La jefa de Gobierno de Ciudad de México, Claudia Sheinbaum, ha declarado que la capital se encuentra en una emergencia ante el aumento de casos de coronavirus. La alcaldesa ha presentado este viernes una situación de alerta porque la ocupación de las camas en los hospitales está ya al 74% de su capacidad.
“Queda una semana para la saturación hospitalaria”, ha advertido. Sin embargo, la ciudad sigue sin pasar, de momento, a semáforo rojo, aunque hoy Sheinbaum ha rechazado definir a la capital en “naranja al límite” como había hecho las últimas semanas.
“El color del semáforo epidemiológico lo define el Gobierno federal”, ha dicho. Mientras, ha insistido una y otra vez, ante las preguntas de los periodistas, que lo importante es el llamamiento de alerta por covid-19. Por su parte, el gobernador del vecino Estado de México, Alfredo del Mazo Maza, ha anunciado que todos los negocios no esenciales cerrarán a partir de las cinco de la tarde a partir del próximo lunes.

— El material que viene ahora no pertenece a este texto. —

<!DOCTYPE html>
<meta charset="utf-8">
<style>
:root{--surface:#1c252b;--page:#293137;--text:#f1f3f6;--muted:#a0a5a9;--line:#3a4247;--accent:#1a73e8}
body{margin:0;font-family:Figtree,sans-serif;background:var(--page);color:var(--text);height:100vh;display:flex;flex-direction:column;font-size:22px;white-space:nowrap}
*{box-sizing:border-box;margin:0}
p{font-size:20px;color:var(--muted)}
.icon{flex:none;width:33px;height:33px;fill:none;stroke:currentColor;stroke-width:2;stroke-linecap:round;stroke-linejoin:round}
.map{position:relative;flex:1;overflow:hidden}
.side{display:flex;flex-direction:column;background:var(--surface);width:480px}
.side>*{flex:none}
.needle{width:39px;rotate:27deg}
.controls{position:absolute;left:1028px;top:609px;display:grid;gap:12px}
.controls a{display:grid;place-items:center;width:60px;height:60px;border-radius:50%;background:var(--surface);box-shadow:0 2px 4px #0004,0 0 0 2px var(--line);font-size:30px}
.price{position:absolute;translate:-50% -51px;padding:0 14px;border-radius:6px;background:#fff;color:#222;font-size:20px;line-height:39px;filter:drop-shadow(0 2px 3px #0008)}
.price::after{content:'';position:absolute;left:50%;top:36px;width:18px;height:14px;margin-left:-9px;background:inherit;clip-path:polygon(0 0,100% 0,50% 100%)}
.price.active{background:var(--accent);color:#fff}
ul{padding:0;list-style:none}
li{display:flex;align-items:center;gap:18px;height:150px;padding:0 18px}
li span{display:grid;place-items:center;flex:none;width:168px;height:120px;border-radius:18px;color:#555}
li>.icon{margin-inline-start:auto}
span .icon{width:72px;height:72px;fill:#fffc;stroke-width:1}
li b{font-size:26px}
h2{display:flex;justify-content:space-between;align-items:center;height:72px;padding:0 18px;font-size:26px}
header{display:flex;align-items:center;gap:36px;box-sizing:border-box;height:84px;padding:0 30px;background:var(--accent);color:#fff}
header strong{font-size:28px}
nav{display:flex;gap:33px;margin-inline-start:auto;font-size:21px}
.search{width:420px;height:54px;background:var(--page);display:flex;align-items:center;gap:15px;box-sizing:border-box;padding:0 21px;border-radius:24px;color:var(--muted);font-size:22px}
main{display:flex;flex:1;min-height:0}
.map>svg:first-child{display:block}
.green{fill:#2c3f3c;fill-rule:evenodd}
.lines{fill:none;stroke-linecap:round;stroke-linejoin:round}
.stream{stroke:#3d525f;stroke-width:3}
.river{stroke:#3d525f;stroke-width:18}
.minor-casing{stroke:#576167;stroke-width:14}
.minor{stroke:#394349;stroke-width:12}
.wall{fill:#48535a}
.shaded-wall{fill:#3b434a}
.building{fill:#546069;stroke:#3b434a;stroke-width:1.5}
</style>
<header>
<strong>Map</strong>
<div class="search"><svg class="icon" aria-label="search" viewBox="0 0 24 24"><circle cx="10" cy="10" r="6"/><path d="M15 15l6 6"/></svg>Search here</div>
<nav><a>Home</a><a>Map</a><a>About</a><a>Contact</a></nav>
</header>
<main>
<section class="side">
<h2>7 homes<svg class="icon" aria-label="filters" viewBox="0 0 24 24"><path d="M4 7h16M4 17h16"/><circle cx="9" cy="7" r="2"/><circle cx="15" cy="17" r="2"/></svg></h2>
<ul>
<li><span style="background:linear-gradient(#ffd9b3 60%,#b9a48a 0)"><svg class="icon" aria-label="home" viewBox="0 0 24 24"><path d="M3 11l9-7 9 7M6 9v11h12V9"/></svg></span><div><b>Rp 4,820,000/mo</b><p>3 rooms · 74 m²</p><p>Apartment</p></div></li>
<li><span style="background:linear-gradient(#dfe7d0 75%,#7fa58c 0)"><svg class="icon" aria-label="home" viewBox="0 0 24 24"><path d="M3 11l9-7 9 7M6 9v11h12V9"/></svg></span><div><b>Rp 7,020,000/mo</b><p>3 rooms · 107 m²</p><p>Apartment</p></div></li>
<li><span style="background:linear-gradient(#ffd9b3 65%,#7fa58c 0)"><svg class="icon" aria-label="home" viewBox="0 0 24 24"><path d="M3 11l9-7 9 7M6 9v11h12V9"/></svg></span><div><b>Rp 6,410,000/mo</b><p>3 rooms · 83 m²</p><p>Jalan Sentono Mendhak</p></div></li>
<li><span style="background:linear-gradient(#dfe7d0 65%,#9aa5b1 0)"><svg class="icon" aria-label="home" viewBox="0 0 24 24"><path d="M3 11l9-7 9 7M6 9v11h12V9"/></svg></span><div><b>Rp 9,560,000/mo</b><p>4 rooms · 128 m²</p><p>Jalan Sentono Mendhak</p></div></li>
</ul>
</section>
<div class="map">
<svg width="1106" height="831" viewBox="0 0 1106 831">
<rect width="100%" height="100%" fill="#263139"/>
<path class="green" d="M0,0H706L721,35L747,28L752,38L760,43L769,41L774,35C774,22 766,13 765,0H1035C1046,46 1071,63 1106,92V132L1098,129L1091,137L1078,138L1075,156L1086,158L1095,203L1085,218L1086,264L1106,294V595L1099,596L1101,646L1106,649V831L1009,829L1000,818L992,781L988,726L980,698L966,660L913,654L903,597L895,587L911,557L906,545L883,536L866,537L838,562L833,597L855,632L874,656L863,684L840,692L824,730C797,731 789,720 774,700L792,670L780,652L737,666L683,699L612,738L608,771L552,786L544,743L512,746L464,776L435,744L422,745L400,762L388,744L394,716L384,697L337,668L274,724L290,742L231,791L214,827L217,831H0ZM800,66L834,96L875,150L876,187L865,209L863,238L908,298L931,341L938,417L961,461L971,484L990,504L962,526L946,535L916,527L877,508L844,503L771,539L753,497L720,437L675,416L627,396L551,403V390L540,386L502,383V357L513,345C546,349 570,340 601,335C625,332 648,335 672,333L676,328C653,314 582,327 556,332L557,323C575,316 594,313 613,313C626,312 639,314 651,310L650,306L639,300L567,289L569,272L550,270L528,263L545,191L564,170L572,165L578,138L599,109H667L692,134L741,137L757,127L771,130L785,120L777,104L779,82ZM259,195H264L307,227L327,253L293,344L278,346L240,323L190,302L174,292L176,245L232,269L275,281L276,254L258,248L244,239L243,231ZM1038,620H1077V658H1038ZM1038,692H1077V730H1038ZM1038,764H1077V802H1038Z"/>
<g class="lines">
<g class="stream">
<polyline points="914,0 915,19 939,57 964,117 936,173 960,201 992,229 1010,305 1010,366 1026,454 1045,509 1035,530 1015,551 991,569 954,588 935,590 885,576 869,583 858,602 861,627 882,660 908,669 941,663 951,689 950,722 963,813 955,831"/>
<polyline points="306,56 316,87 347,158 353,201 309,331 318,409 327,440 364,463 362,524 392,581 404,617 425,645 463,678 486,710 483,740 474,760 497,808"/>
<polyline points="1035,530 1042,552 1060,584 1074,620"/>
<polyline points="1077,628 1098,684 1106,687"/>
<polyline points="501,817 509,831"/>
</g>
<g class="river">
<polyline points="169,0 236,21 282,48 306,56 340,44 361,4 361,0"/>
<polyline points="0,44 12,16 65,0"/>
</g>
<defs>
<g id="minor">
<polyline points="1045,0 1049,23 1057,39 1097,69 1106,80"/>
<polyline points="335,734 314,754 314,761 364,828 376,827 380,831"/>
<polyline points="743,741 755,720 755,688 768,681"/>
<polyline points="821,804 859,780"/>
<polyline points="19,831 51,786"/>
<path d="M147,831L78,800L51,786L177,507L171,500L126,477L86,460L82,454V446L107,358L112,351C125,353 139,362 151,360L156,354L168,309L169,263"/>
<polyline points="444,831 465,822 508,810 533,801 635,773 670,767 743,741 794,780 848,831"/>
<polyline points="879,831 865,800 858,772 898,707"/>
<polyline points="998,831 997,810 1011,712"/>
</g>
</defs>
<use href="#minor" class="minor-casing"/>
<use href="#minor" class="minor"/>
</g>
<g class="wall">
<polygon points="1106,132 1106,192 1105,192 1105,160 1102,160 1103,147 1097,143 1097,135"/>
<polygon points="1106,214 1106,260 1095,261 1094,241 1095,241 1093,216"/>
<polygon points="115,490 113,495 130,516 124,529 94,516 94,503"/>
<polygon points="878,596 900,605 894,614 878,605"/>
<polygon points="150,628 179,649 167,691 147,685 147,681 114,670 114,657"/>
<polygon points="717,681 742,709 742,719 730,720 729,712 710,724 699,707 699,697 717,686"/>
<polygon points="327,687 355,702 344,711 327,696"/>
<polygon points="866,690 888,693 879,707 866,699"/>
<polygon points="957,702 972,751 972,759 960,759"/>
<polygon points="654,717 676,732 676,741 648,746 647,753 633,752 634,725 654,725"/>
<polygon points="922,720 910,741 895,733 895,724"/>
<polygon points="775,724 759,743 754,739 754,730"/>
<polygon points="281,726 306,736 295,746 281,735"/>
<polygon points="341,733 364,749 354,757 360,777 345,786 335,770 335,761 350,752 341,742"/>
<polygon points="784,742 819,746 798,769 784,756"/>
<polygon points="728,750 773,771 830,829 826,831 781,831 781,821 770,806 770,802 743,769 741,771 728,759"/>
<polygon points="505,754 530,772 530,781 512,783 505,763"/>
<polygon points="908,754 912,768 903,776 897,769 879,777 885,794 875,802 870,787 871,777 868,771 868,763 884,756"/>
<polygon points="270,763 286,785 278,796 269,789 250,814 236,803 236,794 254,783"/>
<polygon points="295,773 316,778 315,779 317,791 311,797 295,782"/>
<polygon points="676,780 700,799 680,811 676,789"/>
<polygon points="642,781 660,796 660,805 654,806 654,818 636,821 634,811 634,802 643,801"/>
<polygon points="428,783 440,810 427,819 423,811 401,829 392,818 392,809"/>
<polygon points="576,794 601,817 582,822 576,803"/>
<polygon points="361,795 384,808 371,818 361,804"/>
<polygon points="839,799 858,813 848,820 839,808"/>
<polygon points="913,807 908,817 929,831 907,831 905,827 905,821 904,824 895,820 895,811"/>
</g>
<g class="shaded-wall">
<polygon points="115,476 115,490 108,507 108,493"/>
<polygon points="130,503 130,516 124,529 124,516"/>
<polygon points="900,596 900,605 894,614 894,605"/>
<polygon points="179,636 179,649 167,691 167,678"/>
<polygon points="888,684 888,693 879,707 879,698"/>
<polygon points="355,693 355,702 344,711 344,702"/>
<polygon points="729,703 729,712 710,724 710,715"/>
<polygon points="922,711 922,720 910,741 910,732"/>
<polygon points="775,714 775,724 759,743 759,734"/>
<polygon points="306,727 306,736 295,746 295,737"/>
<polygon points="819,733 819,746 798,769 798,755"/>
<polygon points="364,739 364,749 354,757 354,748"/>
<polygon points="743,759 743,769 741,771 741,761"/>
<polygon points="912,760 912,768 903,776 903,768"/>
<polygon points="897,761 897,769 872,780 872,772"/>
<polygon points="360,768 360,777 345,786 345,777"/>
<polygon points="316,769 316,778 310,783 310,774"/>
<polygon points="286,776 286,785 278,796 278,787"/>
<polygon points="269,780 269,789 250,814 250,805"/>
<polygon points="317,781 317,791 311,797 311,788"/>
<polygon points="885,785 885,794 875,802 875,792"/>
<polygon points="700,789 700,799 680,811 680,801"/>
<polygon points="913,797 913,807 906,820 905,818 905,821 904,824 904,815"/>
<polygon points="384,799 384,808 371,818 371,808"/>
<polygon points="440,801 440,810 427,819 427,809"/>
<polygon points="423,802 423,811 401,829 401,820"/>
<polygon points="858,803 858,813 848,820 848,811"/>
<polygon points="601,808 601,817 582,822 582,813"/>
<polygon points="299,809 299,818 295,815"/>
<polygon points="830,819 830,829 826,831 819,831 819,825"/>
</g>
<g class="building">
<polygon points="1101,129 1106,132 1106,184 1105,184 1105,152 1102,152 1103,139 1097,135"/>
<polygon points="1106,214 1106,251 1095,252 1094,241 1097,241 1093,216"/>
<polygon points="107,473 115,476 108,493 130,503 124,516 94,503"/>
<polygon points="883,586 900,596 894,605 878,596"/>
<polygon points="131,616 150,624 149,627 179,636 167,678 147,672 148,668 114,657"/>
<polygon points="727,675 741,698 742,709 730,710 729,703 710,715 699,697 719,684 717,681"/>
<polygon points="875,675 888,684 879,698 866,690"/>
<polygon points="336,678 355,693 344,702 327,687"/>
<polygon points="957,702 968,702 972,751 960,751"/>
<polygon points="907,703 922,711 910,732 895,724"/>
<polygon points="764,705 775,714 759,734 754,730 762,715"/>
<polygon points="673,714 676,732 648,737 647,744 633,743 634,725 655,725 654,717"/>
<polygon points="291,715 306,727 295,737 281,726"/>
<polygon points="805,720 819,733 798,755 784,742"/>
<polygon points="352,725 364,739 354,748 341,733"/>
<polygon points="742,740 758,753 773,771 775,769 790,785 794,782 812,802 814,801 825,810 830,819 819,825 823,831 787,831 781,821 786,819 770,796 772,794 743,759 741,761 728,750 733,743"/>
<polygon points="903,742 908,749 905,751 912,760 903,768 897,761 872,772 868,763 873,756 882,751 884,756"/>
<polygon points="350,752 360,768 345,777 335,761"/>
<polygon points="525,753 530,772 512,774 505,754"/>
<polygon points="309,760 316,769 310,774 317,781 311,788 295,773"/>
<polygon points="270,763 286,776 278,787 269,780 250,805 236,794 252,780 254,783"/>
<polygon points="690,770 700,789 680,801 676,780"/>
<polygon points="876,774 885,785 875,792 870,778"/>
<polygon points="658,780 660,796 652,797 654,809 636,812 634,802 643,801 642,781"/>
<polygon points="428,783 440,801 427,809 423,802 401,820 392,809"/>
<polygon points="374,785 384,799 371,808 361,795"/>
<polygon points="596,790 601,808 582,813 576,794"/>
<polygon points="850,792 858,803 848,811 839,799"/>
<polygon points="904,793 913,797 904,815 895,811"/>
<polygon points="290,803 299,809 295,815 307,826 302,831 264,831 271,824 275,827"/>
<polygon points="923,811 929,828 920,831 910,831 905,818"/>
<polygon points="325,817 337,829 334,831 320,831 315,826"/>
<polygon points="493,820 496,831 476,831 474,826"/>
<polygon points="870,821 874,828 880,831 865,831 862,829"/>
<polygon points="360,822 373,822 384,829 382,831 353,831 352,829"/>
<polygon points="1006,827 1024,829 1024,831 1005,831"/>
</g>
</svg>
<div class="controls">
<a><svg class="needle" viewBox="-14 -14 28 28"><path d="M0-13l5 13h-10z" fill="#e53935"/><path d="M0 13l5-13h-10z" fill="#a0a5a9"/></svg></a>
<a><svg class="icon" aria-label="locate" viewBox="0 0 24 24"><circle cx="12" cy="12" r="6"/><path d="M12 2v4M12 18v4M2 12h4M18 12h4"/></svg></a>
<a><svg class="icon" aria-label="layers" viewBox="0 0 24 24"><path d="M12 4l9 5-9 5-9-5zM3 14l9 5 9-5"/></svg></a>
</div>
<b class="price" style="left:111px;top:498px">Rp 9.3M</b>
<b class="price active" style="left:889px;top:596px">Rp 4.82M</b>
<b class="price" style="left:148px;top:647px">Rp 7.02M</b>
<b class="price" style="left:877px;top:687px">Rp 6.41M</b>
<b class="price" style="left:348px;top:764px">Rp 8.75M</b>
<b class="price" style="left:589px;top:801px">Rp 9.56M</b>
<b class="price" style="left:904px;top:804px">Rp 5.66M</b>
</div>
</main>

La capacidad hospitalaria de la capital está en los niveles que se alcanzaron en mayo, según datos del Gobierno de la ciudad, pero se ha ampliado el número de camas hasta las 6.959. En estos momentos hay 4.454 ocupadas.
Después de esta semana en la que se han acelerado todavía más los contagios, la ocupación está al 78% en las camas generales y al 62% en las que cuentan con ventilación respiratoria. Así, la capital acumula cuatro semanas de crecimiento sostenido de ingresos en los hospitales.
Solo desde principios de diciembre, hay un 10% más de hospitalizados, que llegan a los 400 diarios (eran 227 en septiembre e incluso menos que ahora, 363, en junio).
Con estos datos, la jefa de Gobierno casi ha suplicado a la población que se quede en casa. Sheinbaum ha reducido a cinco reglas el decálogo que presentó la semana pasada con el presidente Andrés Manuel López Obrador para bajar la curva de contagios.
Estas son quédate en casa, si tienes que salir a trabajar o por motivos esenciales usa cubrebocas y mantén la sana distancia, no hacer fiestas ni posadas ni reuniones familiares (con excepción de la familia conviviente), que solo una persona del hogar salga a hacer las compras, y aislarse si alguien es positivo.
La alcaldesa se ha enrocado en estas recomendaciones, que son las mismas desde el inicio de la pandemia, pero con el matiz agravado de las fiestas navideñas, para no justificar por qué la ciudad no pasa a semáforo rojo si ha alcanzado los requisitos para hacerlo.
Ha anunciado que este viernes tendrán lugar varias reuniones con las cámaras empresariales para pactar limitaciones en las zonas con mayor movilidad. Las restricciones se anunciarán mañana. Sin embargo, Sheinbaum defiende que la apertura de los comercios no son el problema.
“El mayor número de contagios se ha demostrado que se da en lugares cerrados, en fiestas y reuniones familiares masivas, donde se pierde la sana distancia y el uso de cubrebocas. La mayor transmisión se da por los aerosoles, las gotitas emitidas al respirar. Hay ciudades que han tenido cerrados ciertos negocios y aun así se ha incrementado el número de contagios”, ha argumentado.
Ciudad de México ha registrado desde el inicio de la pandemia casi 250.000 contagios de covid-19 y 14.400 fallecidos. Actualmente, más de esos 25.000 de estos casos están activos. En todo el país se superan los 1,2 millones de diagnosticados y los 112.000 decesos. México se ha convertido es el cuarto país del mundo con mayor número de muertos por coronavirus.